London Office Properties Start To Recover
Published on 20-10-2009 by Skyscrapernews.com
The latest set of figures published by ING Real Estate Income Trust show that the falling commercial property values are starting to finally be arrested, at least in the capital.
The REIT has presided over some impressive falls on its balance sheet since the credit crunch hit in 2008 with the December 2008 valuation of their property weighing in at a total of £436 million. This fell rapidly to £395.6 million in the first quarter of 2009, £357.3 million in the second quarter and £333.4 million in the third.
Not only is the overall rate of decline now starting to bottom out, but the key capital valuation movements are starting to go positive in a number of sectors with retail leading the way with 4.5% growth.

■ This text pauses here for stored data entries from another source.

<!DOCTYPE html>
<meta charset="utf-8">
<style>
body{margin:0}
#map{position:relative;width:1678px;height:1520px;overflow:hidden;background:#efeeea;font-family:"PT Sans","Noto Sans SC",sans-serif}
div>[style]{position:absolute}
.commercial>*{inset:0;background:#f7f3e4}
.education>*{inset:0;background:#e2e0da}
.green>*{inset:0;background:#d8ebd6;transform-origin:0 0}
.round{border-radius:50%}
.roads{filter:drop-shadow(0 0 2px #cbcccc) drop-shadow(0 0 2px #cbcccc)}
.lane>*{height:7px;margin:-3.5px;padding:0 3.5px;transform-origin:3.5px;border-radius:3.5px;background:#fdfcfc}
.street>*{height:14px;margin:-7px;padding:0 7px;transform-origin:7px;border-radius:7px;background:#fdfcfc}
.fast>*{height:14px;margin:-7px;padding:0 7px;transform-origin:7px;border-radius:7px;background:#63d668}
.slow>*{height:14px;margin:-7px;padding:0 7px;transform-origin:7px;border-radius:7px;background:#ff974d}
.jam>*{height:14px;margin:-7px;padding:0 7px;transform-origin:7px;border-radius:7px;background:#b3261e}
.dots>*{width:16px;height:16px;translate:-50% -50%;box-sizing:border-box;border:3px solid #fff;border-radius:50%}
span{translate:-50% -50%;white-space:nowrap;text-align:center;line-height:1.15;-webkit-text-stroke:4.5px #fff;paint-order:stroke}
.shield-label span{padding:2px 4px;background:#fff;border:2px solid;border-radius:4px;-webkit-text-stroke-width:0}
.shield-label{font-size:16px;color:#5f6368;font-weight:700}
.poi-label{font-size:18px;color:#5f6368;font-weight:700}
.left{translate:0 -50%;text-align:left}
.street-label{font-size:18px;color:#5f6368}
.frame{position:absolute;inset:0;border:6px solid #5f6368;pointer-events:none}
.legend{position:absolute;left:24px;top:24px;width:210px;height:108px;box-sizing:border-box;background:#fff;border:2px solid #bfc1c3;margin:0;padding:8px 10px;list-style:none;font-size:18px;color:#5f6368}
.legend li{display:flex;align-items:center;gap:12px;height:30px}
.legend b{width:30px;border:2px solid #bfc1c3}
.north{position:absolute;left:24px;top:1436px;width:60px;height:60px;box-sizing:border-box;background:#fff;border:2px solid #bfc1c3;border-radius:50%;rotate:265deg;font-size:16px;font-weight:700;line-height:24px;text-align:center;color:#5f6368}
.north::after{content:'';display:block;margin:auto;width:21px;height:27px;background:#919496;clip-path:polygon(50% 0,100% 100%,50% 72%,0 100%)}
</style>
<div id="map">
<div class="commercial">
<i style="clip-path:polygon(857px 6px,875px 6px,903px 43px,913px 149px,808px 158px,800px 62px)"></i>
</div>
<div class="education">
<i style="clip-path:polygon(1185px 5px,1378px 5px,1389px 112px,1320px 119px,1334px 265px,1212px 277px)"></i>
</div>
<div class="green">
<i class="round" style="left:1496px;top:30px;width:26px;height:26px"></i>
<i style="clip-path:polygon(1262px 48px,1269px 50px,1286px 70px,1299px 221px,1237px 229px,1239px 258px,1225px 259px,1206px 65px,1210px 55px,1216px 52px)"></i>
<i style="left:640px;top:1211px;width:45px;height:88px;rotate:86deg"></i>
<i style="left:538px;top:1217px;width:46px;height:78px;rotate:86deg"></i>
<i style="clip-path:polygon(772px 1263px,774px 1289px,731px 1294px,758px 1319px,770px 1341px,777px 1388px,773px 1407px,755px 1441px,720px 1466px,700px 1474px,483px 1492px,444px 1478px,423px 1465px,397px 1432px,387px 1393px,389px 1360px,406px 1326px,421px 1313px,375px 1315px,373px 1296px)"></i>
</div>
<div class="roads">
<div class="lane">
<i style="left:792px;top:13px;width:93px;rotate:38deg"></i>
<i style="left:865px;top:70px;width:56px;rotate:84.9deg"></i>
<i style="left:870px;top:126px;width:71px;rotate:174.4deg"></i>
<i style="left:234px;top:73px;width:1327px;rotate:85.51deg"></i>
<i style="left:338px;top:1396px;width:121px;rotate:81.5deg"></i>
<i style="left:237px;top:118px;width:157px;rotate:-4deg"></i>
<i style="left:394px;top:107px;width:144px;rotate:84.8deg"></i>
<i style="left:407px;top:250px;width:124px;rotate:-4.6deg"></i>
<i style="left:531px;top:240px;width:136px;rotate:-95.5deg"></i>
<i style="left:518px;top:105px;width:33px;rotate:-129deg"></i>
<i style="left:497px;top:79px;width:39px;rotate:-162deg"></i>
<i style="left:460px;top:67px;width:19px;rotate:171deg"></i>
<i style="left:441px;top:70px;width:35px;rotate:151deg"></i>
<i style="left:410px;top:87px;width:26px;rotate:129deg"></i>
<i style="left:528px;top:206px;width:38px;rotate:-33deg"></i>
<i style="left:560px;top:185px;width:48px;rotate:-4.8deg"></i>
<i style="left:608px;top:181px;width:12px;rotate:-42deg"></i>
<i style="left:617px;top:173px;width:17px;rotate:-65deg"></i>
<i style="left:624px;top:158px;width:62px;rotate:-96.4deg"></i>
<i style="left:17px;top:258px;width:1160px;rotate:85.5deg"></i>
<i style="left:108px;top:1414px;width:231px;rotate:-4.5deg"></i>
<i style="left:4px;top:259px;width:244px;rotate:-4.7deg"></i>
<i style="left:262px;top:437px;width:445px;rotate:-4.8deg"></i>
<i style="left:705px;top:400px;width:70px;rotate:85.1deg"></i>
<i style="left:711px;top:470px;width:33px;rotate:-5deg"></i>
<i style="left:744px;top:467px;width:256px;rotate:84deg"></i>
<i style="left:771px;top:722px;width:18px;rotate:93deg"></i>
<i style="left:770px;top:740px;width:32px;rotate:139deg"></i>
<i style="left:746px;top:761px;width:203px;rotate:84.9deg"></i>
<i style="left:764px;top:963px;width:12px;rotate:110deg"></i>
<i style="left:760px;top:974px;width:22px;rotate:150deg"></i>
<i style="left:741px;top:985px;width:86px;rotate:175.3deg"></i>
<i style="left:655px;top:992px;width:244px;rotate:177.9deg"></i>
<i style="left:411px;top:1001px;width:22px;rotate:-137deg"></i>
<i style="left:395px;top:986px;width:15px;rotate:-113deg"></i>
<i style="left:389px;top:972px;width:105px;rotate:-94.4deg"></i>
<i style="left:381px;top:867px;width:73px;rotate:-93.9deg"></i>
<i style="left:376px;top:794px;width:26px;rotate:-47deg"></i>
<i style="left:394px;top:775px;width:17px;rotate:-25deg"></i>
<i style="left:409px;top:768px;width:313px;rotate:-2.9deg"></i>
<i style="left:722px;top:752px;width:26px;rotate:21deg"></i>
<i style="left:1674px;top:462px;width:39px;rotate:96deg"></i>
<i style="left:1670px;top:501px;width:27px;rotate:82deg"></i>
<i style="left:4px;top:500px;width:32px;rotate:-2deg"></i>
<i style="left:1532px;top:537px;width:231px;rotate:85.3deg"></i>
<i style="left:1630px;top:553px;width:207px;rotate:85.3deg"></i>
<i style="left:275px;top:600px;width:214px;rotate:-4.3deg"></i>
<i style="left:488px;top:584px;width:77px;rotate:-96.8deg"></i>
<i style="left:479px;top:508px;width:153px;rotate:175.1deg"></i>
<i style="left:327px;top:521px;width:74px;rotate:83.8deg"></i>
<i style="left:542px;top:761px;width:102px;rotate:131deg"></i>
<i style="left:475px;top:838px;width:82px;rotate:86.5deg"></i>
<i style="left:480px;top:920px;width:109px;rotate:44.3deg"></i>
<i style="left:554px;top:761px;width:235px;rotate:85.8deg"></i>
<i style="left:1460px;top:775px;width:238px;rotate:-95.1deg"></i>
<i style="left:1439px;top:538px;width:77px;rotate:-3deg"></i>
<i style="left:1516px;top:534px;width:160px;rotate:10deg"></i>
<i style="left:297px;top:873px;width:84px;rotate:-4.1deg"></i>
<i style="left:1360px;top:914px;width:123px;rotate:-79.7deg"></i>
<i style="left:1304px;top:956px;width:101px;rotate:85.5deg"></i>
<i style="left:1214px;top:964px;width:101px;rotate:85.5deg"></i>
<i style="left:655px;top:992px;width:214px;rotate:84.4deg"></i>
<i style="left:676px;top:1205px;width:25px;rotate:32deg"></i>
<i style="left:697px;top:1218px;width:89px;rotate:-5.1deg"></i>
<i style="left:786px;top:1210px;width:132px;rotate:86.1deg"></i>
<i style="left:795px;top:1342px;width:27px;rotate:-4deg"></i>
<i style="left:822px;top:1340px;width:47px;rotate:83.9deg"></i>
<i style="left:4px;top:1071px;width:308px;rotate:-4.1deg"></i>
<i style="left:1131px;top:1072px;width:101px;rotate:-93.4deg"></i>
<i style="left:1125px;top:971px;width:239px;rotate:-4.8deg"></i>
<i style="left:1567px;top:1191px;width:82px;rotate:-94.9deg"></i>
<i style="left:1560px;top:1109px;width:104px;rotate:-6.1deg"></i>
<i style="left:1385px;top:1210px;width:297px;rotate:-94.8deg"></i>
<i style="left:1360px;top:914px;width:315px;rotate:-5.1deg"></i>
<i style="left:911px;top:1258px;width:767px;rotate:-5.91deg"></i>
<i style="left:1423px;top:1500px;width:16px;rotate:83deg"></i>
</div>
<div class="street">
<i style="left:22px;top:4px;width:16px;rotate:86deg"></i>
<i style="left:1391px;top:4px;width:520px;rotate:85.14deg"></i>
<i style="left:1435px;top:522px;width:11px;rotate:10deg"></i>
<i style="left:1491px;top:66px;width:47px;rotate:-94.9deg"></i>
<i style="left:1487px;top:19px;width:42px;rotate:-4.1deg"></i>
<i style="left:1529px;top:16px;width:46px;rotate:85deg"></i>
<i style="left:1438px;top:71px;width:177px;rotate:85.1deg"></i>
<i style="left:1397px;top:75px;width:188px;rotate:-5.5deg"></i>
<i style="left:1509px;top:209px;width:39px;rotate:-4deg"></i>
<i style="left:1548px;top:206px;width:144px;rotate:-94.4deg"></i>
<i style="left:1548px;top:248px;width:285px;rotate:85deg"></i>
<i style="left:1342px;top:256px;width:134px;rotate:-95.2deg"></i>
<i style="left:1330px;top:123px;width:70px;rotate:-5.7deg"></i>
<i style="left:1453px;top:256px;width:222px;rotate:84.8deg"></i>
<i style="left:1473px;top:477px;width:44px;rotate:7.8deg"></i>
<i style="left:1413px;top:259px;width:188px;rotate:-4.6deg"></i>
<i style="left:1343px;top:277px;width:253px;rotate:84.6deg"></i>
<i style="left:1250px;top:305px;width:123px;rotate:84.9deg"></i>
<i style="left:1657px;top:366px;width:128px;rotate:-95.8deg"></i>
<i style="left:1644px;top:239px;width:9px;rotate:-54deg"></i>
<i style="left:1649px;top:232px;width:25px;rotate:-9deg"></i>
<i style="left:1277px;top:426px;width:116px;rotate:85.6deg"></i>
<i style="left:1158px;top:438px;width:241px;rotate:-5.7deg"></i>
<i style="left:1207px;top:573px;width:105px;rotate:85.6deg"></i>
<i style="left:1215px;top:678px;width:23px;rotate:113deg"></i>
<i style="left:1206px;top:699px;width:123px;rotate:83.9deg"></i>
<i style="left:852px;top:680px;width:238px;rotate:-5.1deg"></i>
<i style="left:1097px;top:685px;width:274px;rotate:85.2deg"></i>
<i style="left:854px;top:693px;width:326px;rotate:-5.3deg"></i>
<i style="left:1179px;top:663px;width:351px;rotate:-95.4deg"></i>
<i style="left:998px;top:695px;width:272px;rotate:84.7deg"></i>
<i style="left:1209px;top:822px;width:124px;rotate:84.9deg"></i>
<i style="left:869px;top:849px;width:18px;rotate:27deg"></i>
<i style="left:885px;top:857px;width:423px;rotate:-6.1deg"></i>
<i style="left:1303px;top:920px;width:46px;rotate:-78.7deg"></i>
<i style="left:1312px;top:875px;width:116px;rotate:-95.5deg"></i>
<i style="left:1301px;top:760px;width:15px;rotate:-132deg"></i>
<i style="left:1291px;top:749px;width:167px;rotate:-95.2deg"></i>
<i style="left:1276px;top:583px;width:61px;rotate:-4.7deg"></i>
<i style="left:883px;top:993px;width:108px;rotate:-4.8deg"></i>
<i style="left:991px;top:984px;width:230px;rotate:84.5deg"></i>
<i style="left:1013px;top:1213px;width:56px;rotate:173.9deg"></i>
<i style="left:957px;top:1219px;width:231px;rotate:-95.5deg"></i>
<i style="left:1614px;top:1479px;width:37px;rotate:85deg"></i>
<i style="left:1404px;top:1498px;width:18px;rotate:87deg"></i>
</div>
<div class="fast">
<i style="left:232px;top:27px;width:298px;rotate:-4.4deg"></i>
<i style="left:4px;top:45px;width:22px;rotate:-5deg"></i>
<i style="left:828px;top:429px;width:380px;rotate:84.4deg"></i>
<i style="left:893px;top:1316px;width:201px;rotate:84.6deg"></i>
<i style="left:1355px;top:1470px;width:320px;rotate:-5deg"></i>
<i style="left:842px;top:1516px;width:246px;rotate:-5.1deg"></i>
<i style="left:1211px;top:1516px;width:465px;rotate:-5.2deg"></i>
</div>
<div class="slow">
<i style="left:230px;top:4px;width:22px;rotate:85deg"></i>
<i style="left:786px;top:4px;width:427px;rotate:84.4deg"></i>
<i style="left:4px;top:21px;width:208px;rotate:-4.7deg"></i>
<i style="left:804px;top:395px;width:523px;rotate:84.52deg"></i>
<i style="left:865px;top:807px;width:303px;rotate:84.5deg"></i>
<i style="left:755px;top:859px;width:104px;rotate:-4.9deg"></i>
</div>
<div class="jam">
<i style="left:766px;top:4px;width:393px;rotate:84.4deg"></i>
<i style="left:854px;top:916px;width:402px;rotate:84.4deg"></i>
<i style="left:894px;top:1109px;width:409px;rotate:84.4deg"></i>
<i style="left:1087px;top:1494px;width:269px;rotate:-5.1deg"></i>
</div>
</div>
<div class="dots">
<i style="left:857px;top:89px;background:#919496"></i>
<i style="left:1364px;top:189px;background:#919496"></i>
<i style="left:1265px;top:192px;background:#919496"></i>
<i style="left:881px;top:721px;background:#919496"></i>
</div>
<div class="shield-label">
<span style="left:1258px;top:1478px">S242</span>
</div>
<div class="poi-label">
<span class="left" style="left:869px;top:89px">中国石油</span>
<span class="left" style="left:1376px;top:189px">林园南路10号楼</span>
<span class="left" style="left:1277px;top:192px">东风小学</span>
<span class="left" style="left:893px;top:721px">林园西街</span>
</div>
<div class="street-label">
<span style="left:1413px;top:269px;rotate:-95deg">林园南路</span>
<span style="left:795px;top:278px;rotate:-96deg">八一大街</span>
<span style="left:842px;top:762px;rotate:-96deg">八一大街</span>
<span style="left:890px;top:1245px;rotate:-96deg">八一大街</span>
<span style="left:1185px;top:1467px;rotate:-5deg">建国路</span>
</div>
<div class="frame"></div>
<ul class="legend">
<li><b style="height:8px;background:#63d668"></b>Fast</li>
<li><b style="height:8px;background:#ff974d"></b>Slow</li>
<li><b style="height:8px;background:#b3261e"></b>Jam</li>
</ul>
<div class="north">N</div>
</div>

What's more significant however is the first growth for the office sector in London, albeit at a marginal 0.1% although outside the capital offices are continuing to contract with shrinkage of 0.7%. The biggest faller meanwhile is leisure with a 2.4% drop.
With the office situation now starting to improve in the capital, some funds are already piling in to prepare themselves for the next property cycle, whilst others are taking advantage of the continuing volatility outside London by purchasing property.
Legal and General for example has now completed over £110 million of new purchases that they believe are undervalued and should give them healthy yields such as the House of Fraser department store in Carlisle which promises them a return of 9% and Templepoint in Bristol, currently occupied by Orange that offers a yield of 8.9% thanks to the eight years of rent it's still due.
These figures just go to show that if you're a company with the sort of financial funding Legal and General has, in their case £600 million, you can snap up some real bargains thanks to the continuing disconnect some properties are experiencing between their sale price and true long-term value.